As it observes 135 years in Barbados, the Young Men’s Christian Association (YMCA) has been told to reinvent itself and become relevant to young people today.

At the organization’s annual general meeting last night, guest speaker Rawle Brancker questioned whether the YMCA and young people were “on the same page”, while the association’s president Tony Cave said the nation had changed and the YMCA had to follow suit.

Cave spoke to the small audience at the Grand Salle of the Central Bank about Barbadian values that he said were “rapidly disappearing under a welter of reports on the behaviour of young Barbadians” and wondered aloud “what has happened to the YMCA”.

Guest speaker Rawle Brancker

Guest speaker Rawle Brancker

“I have always seen the YMCA as a microcosm of the Barbadian society.
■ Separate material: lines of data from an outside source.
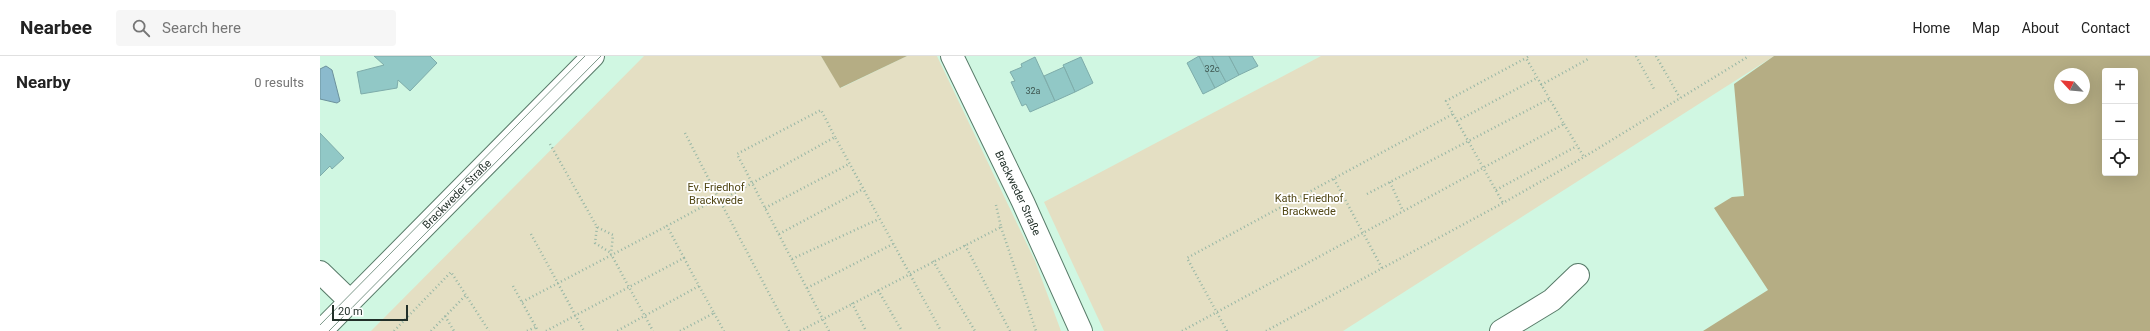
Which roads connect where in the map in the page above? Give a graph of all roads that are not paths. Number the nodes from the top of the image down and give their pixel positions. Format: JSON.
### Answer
{"nodes":[{"id":1,"x":593,"y":56,"type":"edge"},
{"id":2,"x":952,"y":56,"type":"edge"},
{"id":3,"x":320,"y":272,"type":"edge"},
{"id":4,"x":1578,"y":275,"type":"dead end"},
{"id":5,"x":350,"y":301,"type":"junction"},
{"id":6,"x":321,"y":331,"type":"edge"},
{"id":7,"x":1081,"y":331,"type":"edge"},
{"id":8,"x":1501,"y":331,"type":"edge"}],
"edges":[{"from":1,"to":5,"type":"street","name":"Brackweder Straße"},
{"from":2,"to":7,"type":"street","name":"Brackweder Straße"},
{"from":3,"to":5,"type":"street"},
{"from":4,"to":8,"type":"street"},
{"from":5,"to":6,"type":"street","name":"Brackweder Straße"}]}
It captured, it nurtured, projected, and promoted the Barbadian spirit . . . For many, the YMCA had been a home away from home, a nation builder, and as such it remains. Regrettably however, the nation has changed because our homes have changes, but so must the Y,” Cave said.

Brancker questioned why and where the YMCA went off track.

“Has the Y become irrelevant?” he asked.

The prominent businessman congratulated the association for coming up with a three-year plan, but questioned its relevance to the young people of today.

“Is the Y on the same page as the youth you serve? Does the Y understand the language of the youth they serve? When the plans were being drawn up, were focus groups of youths consulted to determine what they wanted to see, not what you wanted to?” Brancker questioned.

“Unless you consult with the youth, maybe the participation may not be what you’d like.”

Brancker, who recalled benefitting from services of the YMCA more than a half-century ago, suggested: “It might help the Y to select two smart young people between the ages of 20 and 30. Get that thinking on your board because I don’t think like them and you don’t think like them . . .  You want that new blood, new thinking within the organization.”

“The Y must be relevant and start doing the things that the community needs, the things that the country needs, not only the things that you need. Understand the language of the youth,” he added.

But Brancker said it should not be left only to the board of directors and management of the organization.

He called for involvement of others in society.

“Barbados is home to a number of wealthy people who are enjoying a fabulous life here and we need to make them understand that they have to make a further contribution to that, and in organizations like the YMCA they should be putting their time,” Brancker said.

“They should be putting some of their money and effort into making it work, because if it works it makes Barbados better, and if Barbados is better it makes their life better.”